CFPA Submits Comments Opposing Federal Proposal to Shrink Poverty Threshold


The OMB proposes to update the Census Bureau’s poverty thresholds using a slower-rising measure of inflation than the current Consumer Price Index for All Urban Consumers (CPI-U). If enacted, the change would lower the poverty line with the effect worsening over time.

The Trump Administration's plan would lead to tens of thousands of low-income Californians losing eligibility for, or receiving fewer benefits from, Medi-Cal, CalFresh, school meals, WIC, the Child and Adult Care Food Program, and other programs that help them meet basic needs.

Read CFPA's public comments PDF.

CFPA objects to this proposal for a number of important reasons. First, the current Official Poverty Measure (OPM), does not reflect the true level of need in many California communities – and neither do program eligibility criteria based on that measure. Any changes made to the OPM should comprehensively address its inaccuracy and not exacerbate the flaws.

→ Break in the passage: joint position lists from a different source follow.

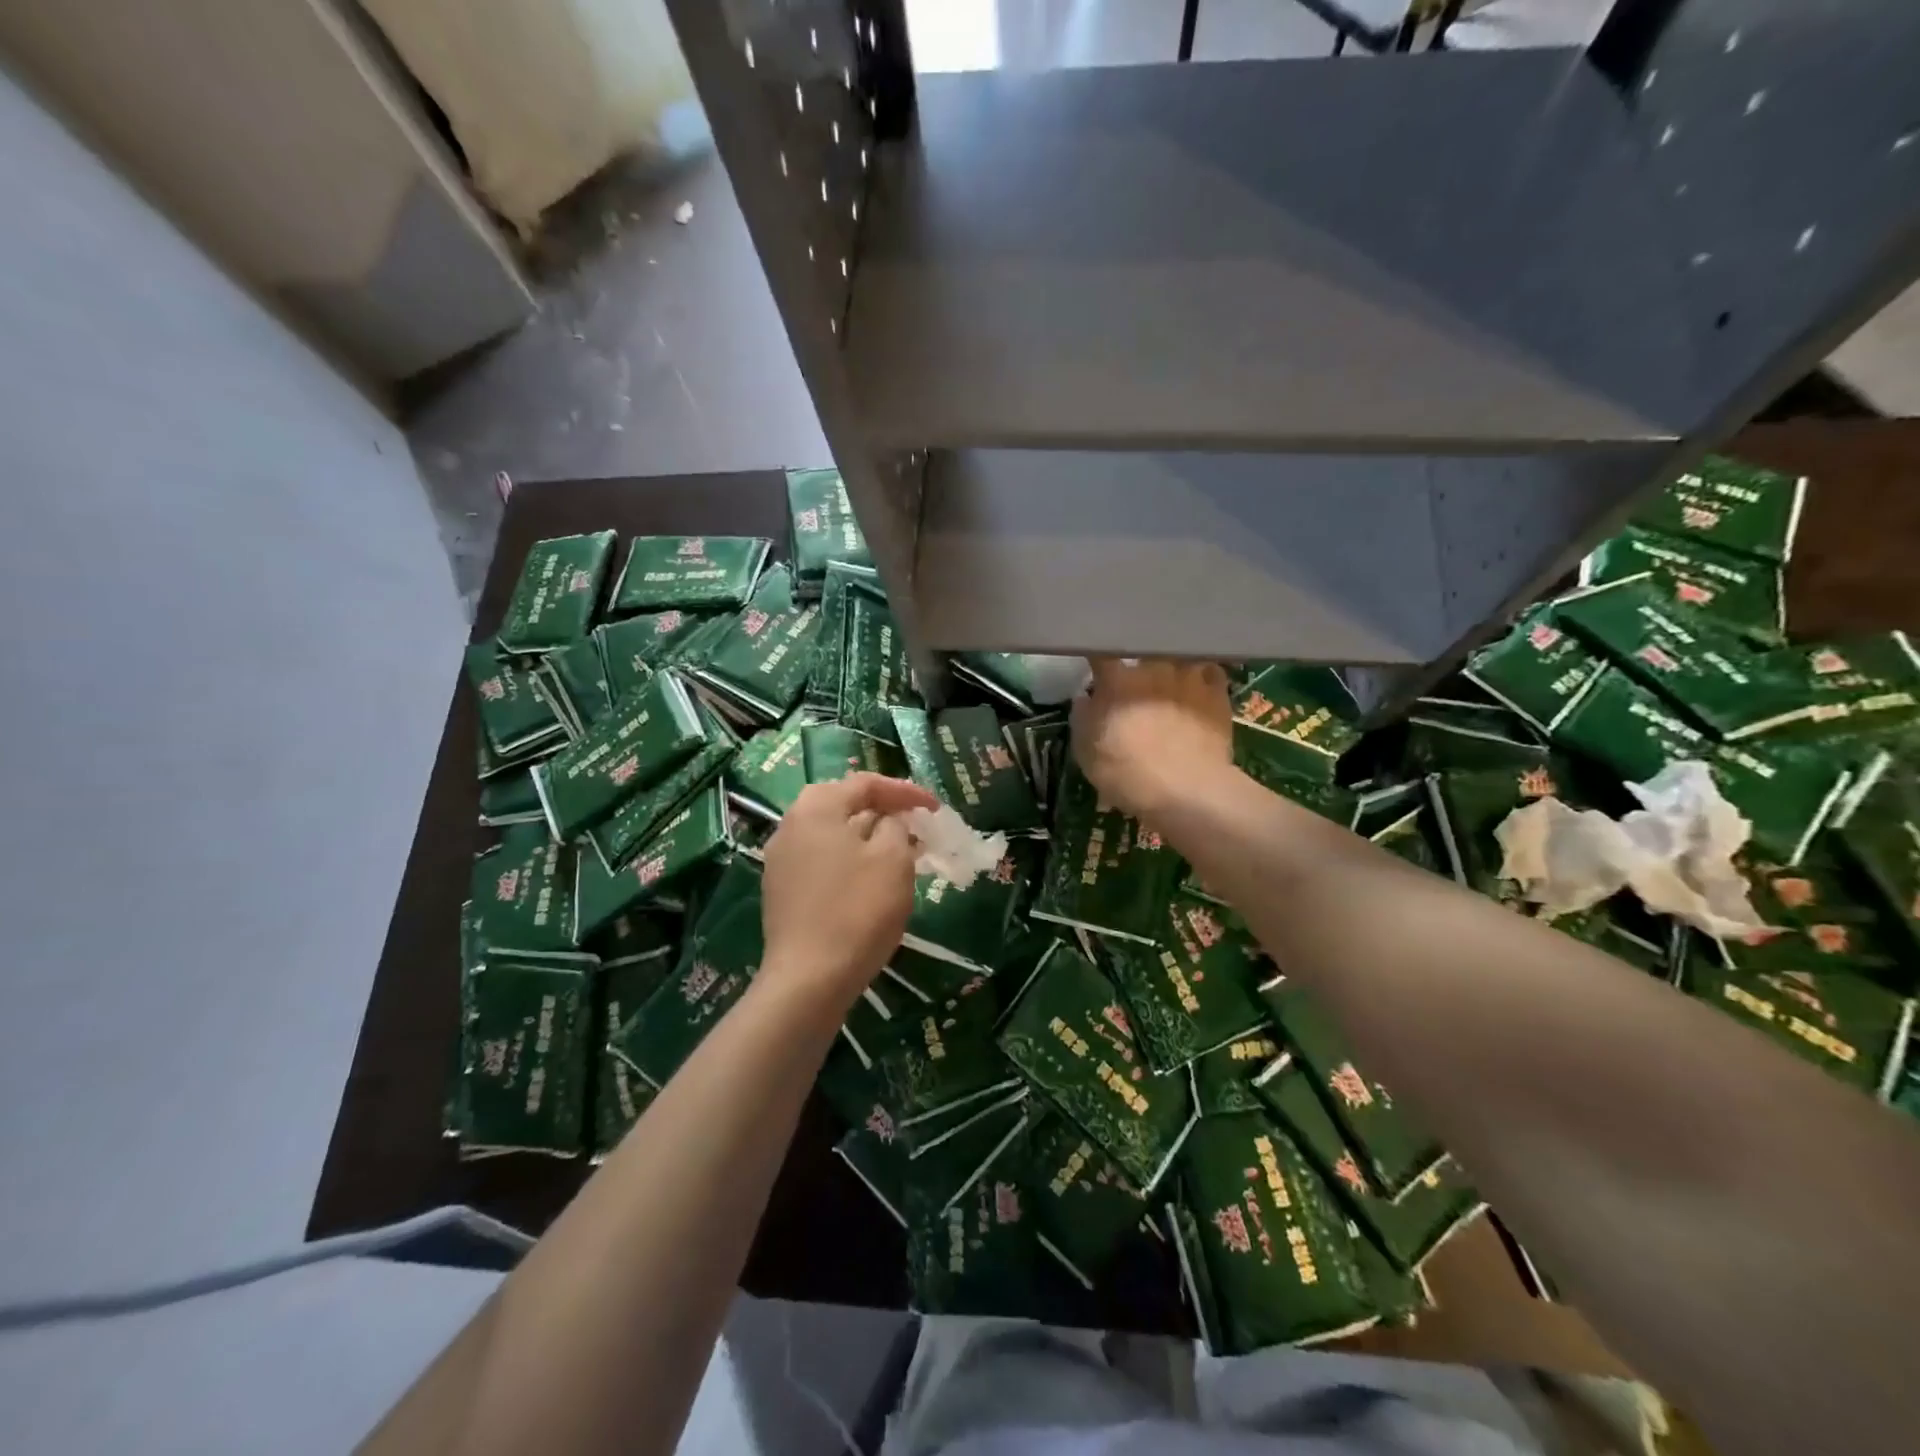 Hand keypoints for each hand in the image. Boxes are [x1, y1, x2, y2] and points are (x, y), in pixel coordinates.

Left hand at [761, 772, 938, 1007]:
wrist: (808, 979)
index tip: (935, 808)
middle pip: (843, 803)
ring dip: (867, 835)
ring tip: (899, 850)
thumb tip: (889, 820)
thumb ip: (895, 826)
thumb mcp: (893, 859)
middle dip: (882, 810)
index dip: (905, 791)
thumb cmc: (858, 910)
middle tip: (914, 823)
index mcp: (816, 807)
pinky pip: (821, 859)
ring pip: (832, 833)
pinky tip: (870, 879)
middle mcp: (790, 824)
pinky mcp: (780, 890)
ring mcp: (780, 859)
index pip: (866, 783)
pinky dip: (849, 859)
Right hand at [1071, 658, 1234, 821]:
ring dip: (1172, 664)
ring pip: (1179, 656)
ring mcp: (1190, 679)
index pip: (1100, 652)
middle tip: (1136, 676)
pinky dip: (1204, 678)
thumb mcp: (1086, 752)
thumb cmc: (1127, 772)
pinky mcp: (1218, 695)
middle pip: (1144, 649)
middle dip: (1138, 659)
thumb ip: (1083, 718)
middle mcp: (1154, 669)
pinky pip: (1211, 674)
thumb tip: (1086, 697)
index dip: (1096, 652)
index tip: (1094, 659)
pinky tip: (1201, 689)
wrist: (1188, 790)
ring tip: (1171, 678)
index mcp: (1117, 681)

Below is a comparison of the maximum allowable income (before deductions) for CalFresh, income limits for school meal programs, and the living wage deemed necessary to meet the basic needs of a family of four in California.

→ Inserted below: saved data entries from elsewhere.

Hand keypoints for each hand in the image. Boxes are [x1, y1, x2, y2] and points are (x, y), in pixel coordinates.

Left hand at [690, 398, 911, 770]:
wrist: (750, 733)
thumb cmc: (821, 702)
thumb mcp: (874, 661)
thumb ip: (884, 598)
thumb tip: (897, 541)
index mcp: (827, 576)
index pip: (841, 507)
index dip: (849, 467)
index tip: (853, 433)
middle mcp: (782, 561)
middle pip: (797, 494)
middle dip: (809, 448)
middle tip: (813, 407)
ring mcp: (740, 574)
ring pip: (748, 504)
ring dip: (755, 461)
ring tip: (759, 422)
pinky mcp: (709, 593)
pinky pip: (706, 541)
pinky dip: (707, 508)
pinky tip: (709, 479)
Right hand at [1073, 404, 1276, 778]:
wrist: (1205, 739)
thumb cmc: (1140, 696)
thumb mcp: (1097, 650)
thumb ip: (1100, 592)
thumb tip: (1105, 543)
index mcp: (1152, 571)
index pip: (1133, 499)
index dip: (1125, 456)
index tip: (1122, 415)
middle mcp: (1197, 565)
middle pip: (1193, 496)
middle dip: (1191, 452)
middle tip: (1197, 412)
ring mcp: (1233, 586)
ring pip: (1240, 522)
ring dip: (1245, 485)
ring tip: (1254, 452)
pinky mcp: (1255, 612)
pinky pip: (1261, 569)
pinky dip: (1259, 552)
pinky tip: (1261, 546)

Though the living wage for basic needs varies by California county, in all cases that wage exceeds the highest allowable income for public nutrition programs such as CalFresh and free or reduced-price school meals. Families who fall into the gap between a living wage and program eligibility struggle to meet their most basic needs – and must do so without having access to the very nutrition assistance programs that are intended to prevent hunger and poor nutrition.

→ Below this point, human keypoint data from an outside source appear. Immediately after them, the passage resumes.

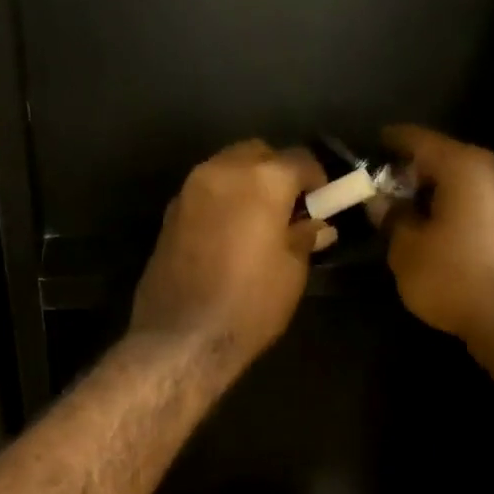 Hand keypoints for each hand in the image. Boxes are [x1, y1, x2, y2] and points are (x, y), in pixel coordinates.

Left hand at [130, 140, 328, 368]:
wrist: (180, 339)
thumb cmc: (248, 306)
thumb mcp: (291, 274)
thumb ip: (304, 239)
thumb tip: (316, 225)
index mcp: (262, 179)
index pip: (300, 160)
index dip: (317, 179)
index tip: (324, 202)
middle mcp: (222, 171)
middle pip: (258, 154)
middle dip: (277, 173)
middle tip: (289, 209)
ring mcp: (189, 191)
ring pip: (226, 170)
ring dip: (246, 185)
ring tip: (258, 222)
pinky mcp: (169, 215)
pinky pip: (205, 194)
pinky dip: (222, 203)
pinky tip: (229, 235)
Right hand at [379, 125, 493, 361]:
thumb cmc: (450, 276)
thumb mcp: (405, 248)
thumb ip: (391, 216)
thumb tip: (380, 200)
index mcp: (466, 166)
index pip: (421, 140)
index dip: (393, 141)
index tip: (374, 144)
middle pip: (447, 158)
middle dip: (415, 170)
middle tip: (385, 186)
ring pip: (465, 181)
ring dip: (437, 191)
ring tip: (409, 209)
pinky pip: (479, 201)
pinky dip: (456, 206)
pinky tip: (437, 226) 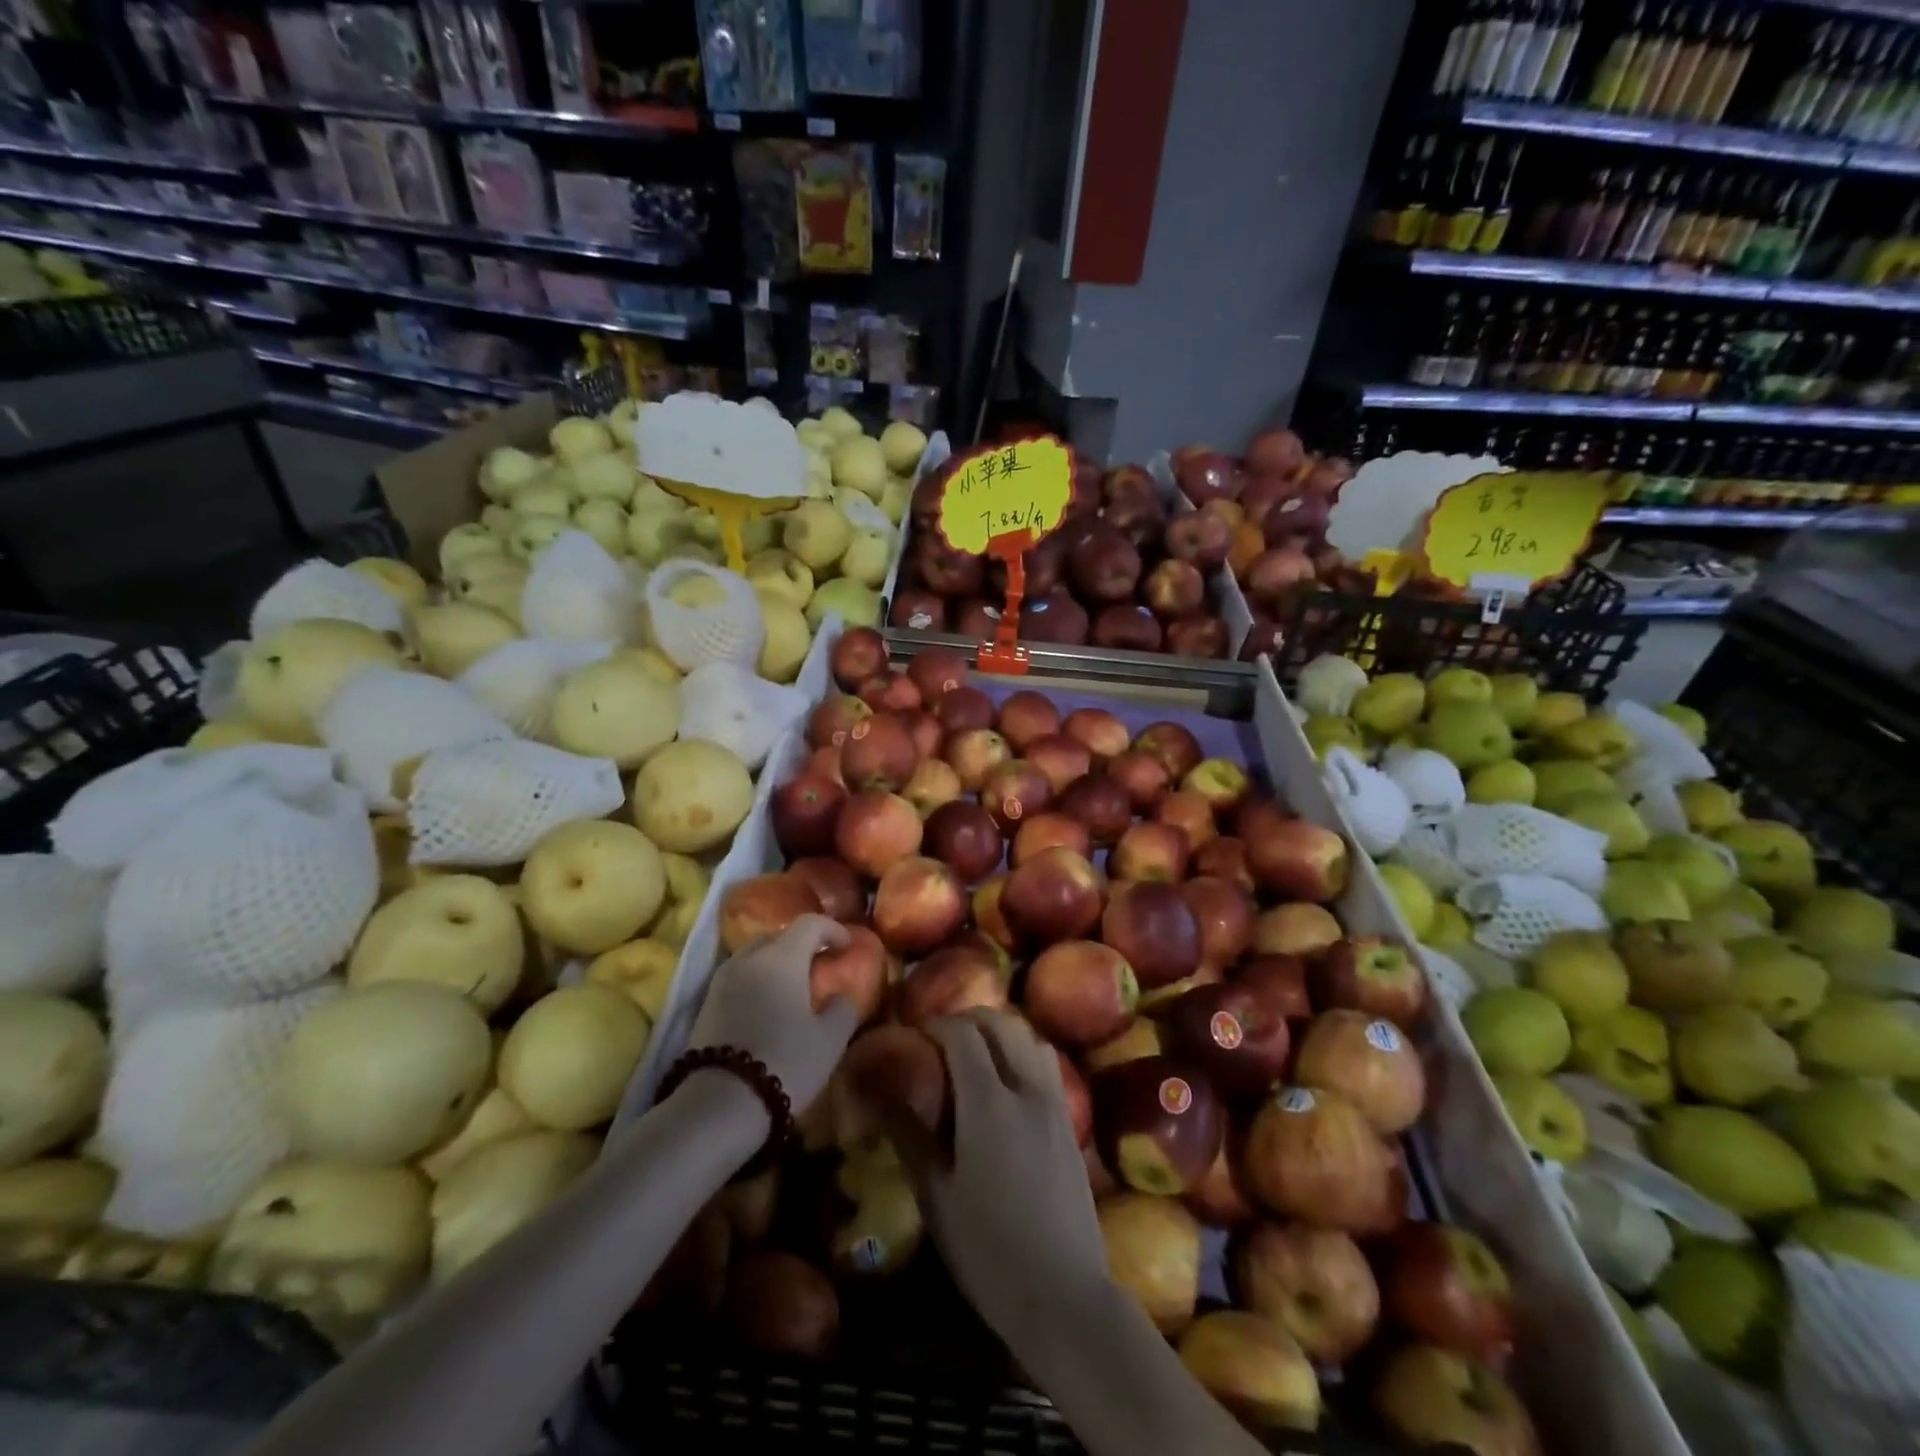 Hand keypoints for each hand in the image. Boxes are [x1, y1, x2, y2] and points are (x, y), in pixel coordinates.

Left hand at [688, 914, 858, 1115]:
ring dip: (775, 961)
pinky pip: (738, 977)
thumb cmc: (784, 1062)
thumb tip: (844, 996)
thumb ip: (844, 1009)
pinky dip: (756, 980)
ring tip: (792, 985)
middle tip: (820, 963)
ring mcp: (722, 980)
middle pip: (778, 935)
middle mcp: (748, 958)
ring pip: (754, 955)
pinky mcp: (705, 1005)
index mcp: (782, 957)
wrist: (718, 1105)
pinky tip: (767, 1005)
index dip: (833, 929)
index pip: (810, 923)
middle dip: (801, 943)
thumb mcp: (829, 1040)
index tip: (848, 945)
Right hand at [890, 1010, 1109, 1351]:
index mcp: (988, 1102)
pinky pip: (1047, 1064)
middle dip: (968, 1019)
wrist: (1065, 1296)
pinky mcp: (1071, 1122)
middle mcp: (1026, 1089)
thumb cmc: (989, 1251)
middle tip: (941, 1038)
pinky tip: (1008, 1083)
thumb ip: (910, 1137)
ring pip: (1030, 1037)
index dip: (936, 1024)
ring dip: (1000, 1031)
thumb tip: (878, 1097)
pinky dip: (1024, 1053)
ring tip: (976, 1053)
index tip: (914, 1033)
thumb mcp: (937, 1197)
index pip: (962, 1034)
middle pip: (1001, 1024)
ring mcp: (1055, 1103)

Second, the OMB proposes to use a slower-rising measure of inflation than the current method, which is likely to be a less accurate way to measure inflation for low-income households. Research shows that the cost of good and services that make up the bulk of spending by low-income households (e.g. housing) is already rising faster than the CPI-U (the measure of inflation currently used to calculate the poverty thresholds). Research also shows that low-income households experience inflation at a higher rate of growth than other households. Incorporating a slow-growing measure of inflation into the federal poverty threshold runs counter to this evidence.

Finally, OMB has not sought out or provided the necessary evidence to justify the proposed changes. CFPA and our partners strongly believe that the administration must conduct extensive research, carry out rigorous analysis, and meaningfully solicit stakeholder input before making any changes to the federal poverty threshold that would affect the calculation of the federal poverty guidelines.

OMB’s proposal to change the inflation measure used in the estimation of the federal poverty threshold is unfounded and misguided.